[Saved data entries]
========================

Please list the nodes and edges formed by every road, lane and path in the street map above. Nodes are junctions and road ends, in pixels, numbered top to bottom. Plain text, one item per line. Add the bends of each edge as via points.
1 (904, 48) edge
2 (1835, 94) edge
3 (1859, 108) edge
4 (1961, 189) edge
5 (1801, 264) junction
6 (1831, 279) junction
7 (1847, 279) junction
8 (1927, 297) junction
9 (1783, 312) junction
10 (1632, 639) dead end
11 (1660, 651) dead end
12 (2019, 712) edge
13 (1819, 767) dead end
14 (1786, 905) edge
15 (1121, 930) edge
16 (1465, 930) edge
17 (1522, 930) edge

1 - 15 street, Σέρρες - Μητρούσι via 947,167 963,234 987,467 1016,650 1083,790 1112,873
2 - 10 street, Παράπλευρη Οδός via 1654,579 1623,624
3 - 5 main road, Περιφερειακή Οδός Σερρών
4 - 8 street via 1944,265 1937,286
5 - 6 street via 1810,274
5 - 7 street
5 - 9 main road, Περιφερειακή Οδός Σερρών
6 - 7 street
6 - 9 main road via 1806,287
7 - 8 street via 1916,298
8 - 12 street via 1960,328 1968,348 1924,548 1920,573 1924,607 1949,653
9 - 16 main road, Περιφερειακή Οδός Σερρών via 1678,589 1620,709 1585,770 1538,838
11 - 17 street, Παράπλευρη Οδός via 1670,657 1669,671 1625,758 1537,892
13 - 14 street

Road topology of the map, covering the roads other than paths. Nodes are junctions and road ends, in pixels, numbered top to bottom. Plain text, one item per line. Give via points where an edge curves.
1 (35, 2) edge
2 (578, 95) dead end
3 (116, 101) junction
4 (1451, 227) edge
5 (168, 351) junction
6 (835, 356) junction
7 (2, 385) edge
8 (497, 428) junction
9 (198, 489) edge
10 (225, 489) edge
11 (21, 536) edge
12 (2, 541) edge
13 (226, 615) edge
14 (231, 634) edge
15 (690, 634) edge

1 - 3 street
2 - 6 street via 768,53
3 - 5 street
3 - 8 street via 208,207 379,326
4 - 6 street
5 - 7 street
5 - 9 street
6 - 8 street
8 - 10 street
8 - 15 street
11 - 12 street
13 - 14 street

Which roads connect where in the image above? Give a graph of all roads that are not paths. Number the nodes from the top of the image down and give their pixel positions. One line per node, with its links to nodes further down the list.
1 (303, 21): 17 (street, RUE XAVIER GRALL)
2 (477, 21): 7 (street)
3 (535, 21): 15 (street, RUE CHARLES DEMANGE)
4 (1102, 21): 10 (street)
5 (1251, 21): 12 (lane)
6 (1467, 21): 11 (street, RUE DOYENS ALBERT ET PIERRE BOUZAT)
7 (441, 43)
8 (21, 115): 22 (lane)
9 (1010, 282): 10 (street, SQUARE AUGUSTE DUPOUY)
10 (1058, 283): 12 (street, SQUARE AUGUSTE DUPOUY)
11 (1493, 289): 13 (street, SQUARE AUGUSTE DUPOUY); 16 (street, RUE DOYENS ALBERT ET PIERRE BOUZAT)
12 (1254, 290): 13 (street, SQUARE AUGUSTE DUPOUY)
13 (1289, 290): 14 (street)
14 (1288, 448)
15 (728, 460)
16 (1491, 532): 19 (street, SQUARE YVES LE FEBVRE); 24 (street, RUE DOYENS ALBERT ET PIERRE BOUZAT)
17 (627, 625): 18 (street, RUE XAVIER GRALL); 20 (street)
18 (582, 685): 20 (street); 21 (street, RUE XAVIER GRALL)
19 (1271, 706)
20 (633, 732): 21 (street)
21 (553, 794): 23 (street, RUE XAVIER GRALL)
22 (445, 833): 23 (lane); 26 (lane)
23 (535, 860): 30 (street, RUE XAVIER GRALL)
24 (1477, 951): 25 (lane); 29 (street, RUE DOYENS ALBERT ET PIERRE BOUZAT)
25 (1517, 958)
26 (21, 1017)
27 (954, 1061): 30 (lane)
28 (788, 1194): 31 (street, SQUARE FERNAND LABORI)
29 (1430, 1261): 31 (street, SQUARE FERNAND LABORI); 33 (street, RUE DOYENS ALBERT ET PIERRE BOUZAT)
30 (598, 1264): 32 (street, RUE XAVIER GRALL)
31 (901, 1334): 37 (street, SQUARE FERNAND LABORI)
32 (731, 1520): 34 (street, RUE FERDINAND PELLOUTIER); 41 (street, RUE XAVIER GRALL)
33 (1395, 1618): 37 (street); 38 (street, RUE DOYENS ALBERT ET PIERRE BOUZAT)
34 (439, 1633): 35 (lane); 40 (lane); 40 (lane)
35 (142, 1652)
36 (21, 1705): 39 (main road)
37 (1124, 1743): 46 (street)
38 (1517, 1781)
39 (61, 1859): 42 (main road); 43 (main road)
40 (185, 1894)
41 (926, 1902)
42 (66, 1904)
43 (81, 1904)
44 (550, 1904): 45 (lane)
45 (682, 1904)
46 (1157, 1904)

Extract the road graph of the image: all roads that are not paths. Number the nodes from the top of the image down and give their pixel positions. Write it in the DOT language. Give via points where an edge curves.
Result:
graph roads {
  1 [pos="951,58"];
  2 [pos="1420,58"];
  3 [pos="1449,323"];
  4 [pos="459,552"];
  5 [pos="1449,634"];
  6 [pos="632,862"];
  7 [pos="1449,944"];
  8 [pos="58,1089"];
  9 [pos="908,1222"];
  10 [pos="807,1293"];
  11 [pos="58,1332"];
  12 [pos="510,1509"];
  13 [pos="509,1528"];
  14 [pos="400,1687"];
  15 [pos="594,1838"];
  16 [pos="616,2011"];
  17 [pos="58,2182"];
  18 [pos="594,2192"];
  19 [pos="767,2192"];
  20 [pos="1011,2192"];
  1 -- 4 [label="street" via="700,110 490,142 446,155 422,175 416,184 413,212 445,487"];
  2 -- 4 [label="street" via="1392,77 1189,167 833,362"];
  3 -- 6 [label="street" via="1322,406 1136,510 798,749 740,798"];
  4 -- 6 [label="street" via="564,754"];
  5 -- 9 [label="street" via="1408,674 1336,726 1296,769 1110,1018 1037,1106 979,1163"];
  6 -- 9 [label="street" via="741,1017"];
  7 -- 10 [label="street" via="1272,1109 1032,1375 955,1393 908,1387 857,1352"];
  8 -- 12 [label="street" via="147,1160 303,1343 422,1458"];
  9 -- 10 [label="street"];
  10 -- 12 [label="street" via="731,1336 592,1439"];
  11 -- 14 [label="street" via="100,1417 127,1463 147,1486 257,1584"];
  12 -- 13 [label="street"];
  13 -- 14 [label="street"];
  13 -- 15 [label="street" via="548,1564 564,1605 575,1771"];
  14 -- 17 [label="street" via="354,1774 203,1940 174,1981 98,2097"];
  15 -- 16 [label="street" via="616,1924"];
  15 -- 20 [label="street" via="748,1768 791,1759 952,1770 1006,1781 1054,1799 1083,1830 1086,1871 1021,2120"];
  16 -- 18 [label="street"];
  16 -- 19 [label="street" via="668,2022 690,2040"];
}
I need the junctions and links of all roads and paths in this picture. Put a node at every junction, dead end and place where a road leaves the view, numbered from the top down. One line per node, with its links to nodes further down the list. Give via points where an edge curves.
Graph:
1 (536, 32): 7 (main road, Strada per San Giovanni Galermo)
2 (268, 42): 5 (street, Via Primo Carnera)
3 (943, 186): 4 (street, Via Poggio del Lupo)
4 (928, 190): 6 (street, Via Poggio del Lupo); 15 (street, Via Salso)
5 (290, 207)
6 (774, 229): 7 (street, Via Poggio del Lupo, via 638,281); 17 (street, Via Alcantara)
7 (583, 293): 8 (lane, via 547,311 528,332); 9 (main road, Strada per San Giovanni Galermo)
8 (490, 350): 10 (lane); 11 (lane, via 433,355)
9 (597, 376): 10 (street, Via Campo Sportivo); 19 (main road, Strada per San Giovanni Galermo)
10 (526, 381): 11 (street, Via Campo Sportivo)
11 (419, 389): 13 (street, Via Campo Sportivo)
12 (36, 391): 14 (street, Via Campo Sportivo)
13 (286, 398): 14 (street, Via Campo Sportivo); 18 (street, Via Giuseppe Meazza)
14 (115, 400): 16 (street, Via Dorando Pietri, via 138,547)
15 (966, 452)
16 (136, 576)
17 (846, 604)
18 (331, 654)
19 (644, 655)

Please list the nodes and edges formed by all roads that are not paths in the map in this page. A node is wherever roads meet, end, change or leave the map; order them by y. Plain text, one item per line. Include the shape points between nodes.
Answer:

========================

Pull every line containing "this" out of the records.

I need the junctions and links of all roads and paths in this picture. Put a node at every junction, dead end and place where a road leaves the view, numbered from the top down. One line per node, with its links to nodes further down the list. Give via points where an edge curves.
Please list the nodes and edges formed by all roads that are not paths in the map in this page. A node is wherever roads meet, end, change or leave the map; order them by y. Plain text, one item per line. Include the shape points between nodes.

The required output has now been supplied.